La rivalutazione delle indennità extra non segue sempre la dinamica delle pensioni: ad esempio, le indennità per disabilità sono state incrementate provvisoriamente del 4,16% rispetto al 2025. Ciò permette una tutela rafforzata contro la perdita di potere d’acquisto per le categorie più fragili.

Cosa cambia per chi percepisce già la pensione di invalidità

Coloro che sono già beneficiari della misura nel 2025 vedranno applicati automaticamente i nuovi importi, le maggiorazioni e i limiti reddituali. Non è richiesto aggiornare la domanda se non sono intervenuti cambiamenti nella situazione personale o reddituale.

Le nuove rivalutazioni e le maggiorazioni saranno corrisposte d’ufficio dagli enti preposti, lasciando al titolare il solo onere di segnalare eventuali variazioni rilevanti ai fini reddituali.

Niente più visite periodiche di controllo per disabilità gravi o condizioni croniche già accertate.
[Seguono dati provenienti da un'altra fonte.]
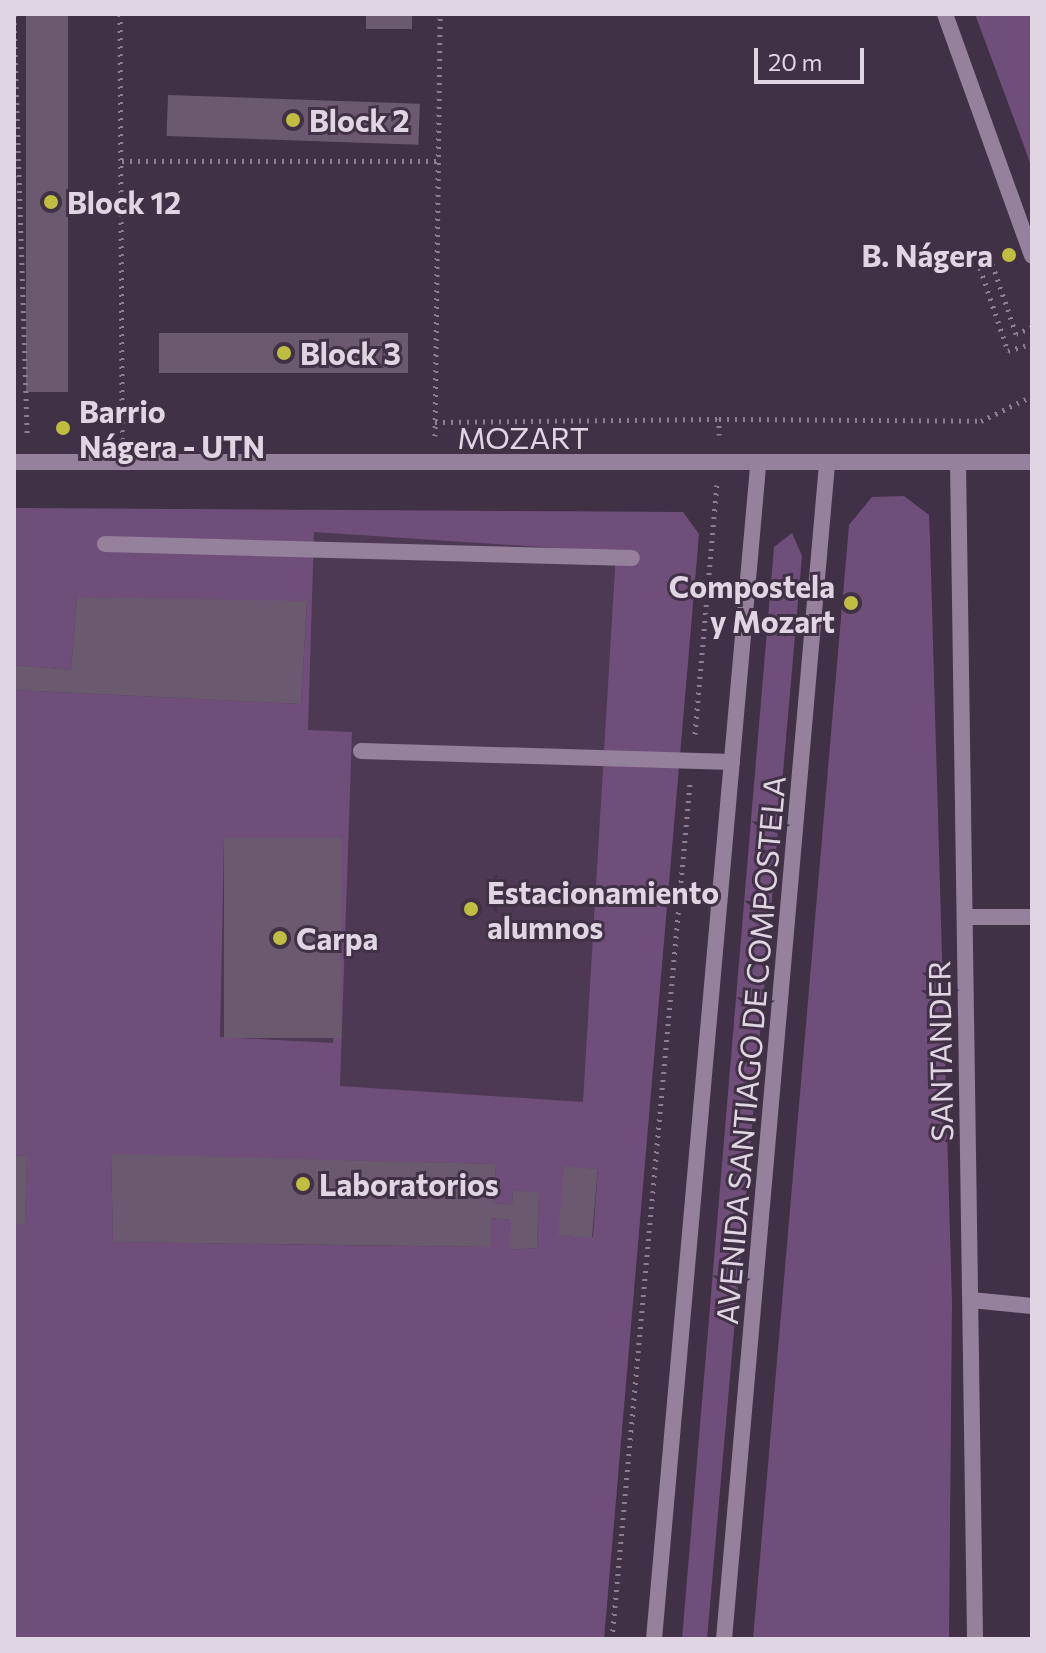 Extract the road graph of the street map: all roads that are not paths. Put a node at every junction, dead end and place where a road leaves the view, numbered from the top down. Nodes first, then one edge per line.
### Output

La legge in vigore dal 2025 ha semplificato le procedure e riconosciuto la validità permanente delle prestazioni in tali casi.

Attenzione però: la pensione può essere revocata in caso di superamento dei limiti di reddito previsti o in caso di perdita del requisito sanitario, ad esempio in seguito a miglioramento della condizione attestato da revisione medica specifica su indicazione degli organi preposti.

Durata e modalità di erogazione della pensione di invalidità nel 2026

L’assegno mensile collegato all’invalidità civile è erogato per 13 mensilità e ha decorrenza dal primo giorno del mese successivo alla presentazione della domanda (o dalla data stabilita nelle eccezioni). I pagamenti sono regolari e automatizzati, tramite accredito bancario/postale o secondo le modalità indicate dall’INPS.

Non è prevista una durata prestabilita per la maggior parte delle pensioni: salvo insorgenza di motivi di revisione o perdita dei requisiti, la prestazione è riconosciuta fino al mantenimento delle condizioni di invalidità e dei limiti reddituali.

Per i minorenni che beneficiano dell’indennità di frequenza, la misura viene sospesa al compimento dei 18 anni, con possibilità di richiesta per prestazioni compatibili nell’età adulta, attraverso il nuovo accertamento semplificato.